Key Research Findings

  • The early-stage delinquency rate (30 to 89 days past due) declined by 9.0 percent year over year and stands at 2.5 percent of total loans in repayment.
  • The late-stage delinquency rate (90 days or more past due) declined by 16.8 percent year over year and stands at 1.9 percent of total loans in repayment.
  • Comparing graduate loans to undergraduate loans, the early-stage delinquency rate for undergraduate loans is 2.6 percent compared with 1.6 percent for graduate loans; and the late-stage delinquency rate for undergraduate loans is 2.1 percent compared with 1.1 percent for graduate loans.
  • Annualized charge-offs declined by 17.7 percent year over year and stand at 2.3 percent of loans in repayment, the lowest Q1 charge-off rate since before the financial crisis.
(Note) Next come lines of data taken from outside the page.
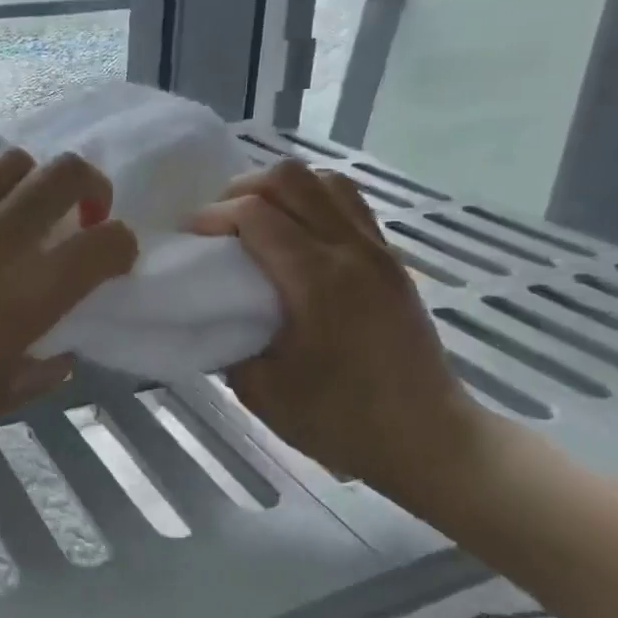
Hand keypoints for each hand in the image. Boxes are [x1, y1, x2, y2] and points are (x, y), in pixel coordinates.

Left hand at [0, 149, 138, 467]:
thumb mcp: (2, 396)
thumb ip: (47, 370)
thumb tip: (64, 349)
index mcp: (28, 293)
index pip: (106, 242)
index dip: (122, 244)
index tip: (112, 258)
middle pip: (66, 174)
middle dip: (91, 187)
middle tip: (80, 213)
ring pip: (11, 161)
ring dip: (30, 183)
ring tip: (17, 213)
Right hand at [192, 160, 488, 495]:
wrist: (429, 438)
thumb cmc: (342, 420)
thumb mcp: (263, 391)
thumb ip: (227, 343)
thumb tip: (210, 315)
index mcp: (317, 280)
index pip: (255, 213)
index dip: (212, 215)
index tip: (189, 238)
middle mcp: (350, 251)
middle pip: (291, 178)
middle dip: (242, 189)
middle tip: (219, 223)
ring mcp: (376, 251)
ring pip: (325, 181)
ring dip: (282, 190)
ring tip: (256, 220)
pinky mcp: (390, 261)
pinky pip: (347, 204)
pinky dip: (312, 201)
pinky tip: (293, 235)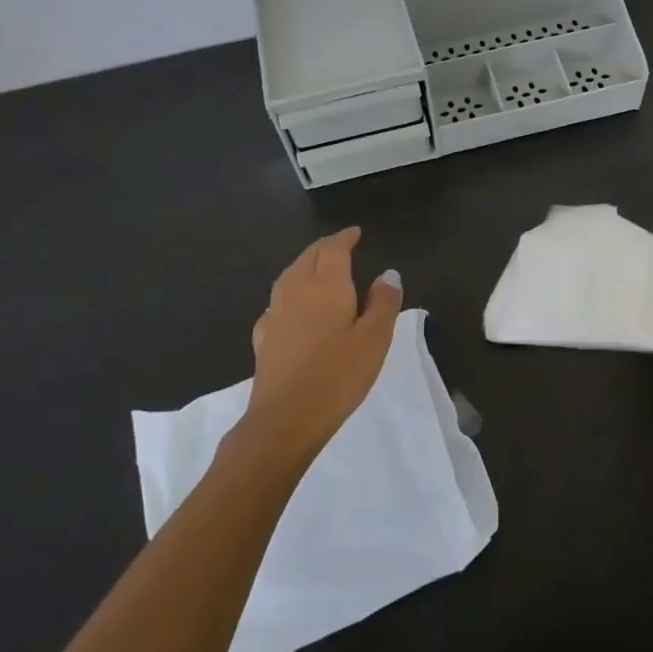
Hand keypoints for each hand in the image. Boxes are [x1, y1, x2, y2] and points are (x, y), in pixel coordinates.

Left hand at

By comparison, the charge-off rate five years ago was 5.1 percent, representing a decline of 54.5 percent from Q1 2011 to Q1 2016.
  • 2.2 percent are in Forbearance, a year-over-year decline of 4.1 percent, and a five-year decline of 26.6 percent compared to Q1 2011. Forbearance is a borrower-requested status in which no payments are being made, but interest accrues.
  • School certification for private student loans, in which the school verifies actual funds needed and receives the funds on the student's behalf, has reached almost 100 percent with 99.3 percent of private student loans being certified. Higher school certification rates directly correlate to improved loan performance and repayment rates.

Background

The data for this report is sourced from the MeasureOne Private Student Loan Consortium, a data cooperative of lenders and holders of private student loans. Members include the six largest student loan lenders and holders – Citizens Bank, N.A., Discover Bank, Navient, PNC Bank, N.A., Sallie Mae Bank and Wells Fargo Bank, N.A. In aggregate, the members of the consortium represent more than 65 percent of all private academic lending activity in the U.S. Overall, private student loans make up roughly 7.5 percent – approximately $102 billion – of total student loans outstanding. The remaining 92.5 percent of the $1.36 trillion in total student loans are federal loans.

Private student loans are credit-based loans underwritten by lenders who assess a number of factors, including ability to repay, before making a decision to lend. Roughly 94 percent of undergraduate private student loans included a cosigner in academic year 2015-16, and 61 percent of graduate private student loans included a cosigner. The vast majority of cosigners are parents and other close family members.